Familiares de Marielle Franco expressam surpresa com o envolvimento do delegado Rivaldo Barbosa no crime, enquanto o STF se prepara para julgar os irmãos Brazão e o próprio delegado como mandantes do assassinato.
O Supremo Tribunal Federal (STF) deu início ao julgamento dos acusados de serem os mandantes do assassinato da vereadora Marielle Franco e de seu motorista Anderson Gomes. Entre os réus estão os irmãos Domingos e Chiquinho Brazão, e o delegado Rivaldo Barbosa, ex-chefe da Polícia Civil do Rio de Janeiro.
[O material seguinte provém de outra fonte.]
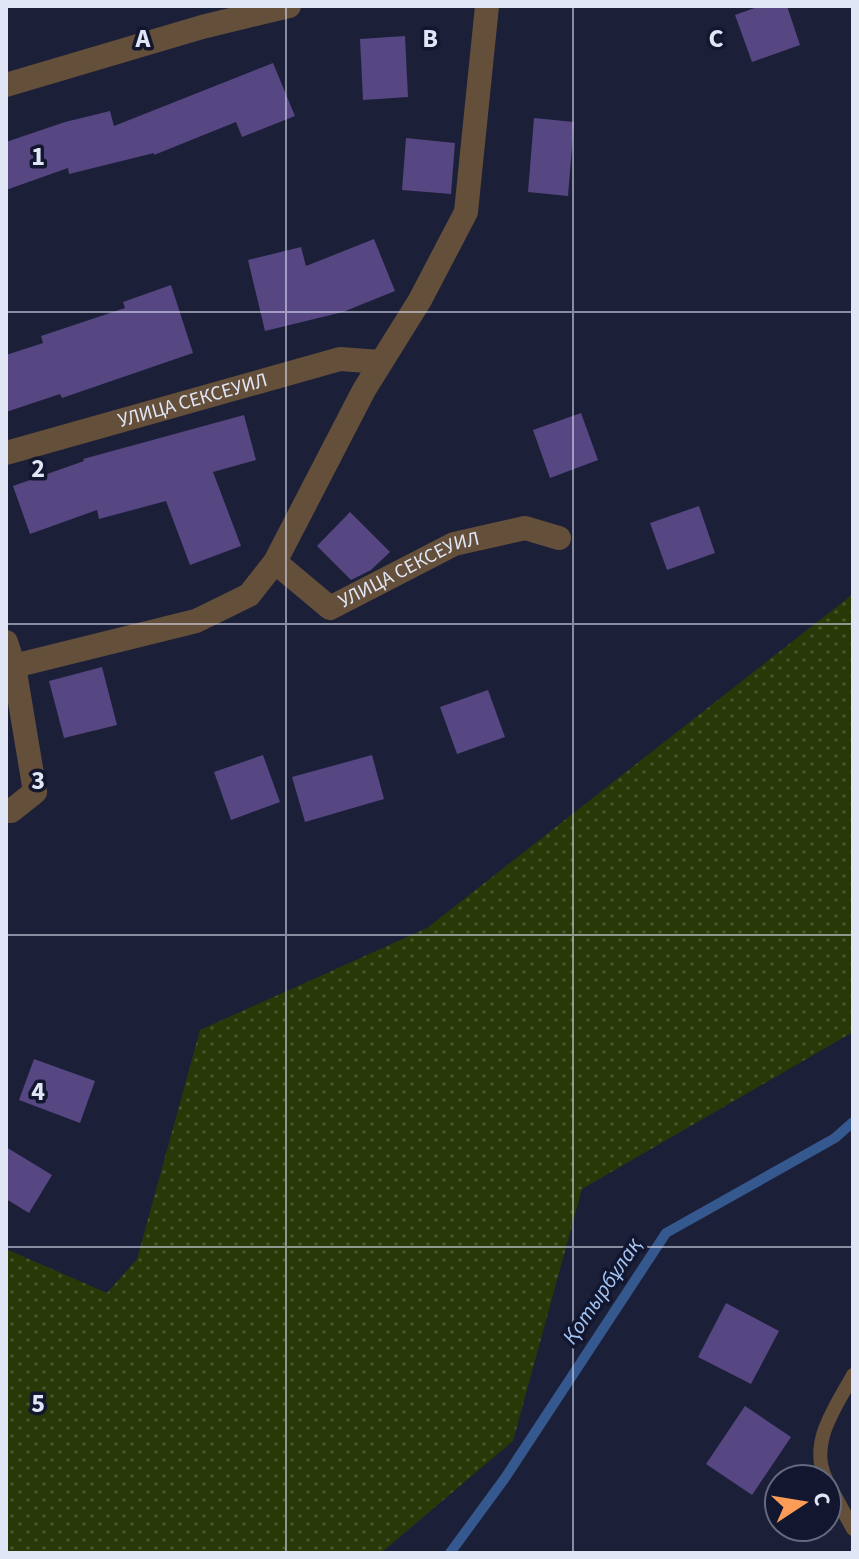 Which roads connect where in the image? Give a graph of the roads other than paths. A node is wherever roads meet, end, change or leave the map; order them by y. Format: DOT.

A notícia do envolvimento de Barbosa causou grande surpresa e indignação entre os familiares de Marielle, especialmente Marinete Silva, sua mãe, que relatou que o delegado se apresentava como amigo da família e havia prometido empenho na resolução do caso.
Este julgamento ocorre quase oito anos após o crime, e a família de Marielle Franco expressa a expectativa de um desfecho positivo. Os executores do crime, Ronnie Lessa e Élcio Queiroz, já foram condenados em outubro de 2024. Ministros do STF veem este julgamento como uma oportunidade para a Corte abordar um tema de grande repercussão popular, buscando aliviar tensões internas e demonstrar a capacidade do sistema judiciário em lidar com casos complexos e de alta visibilidade.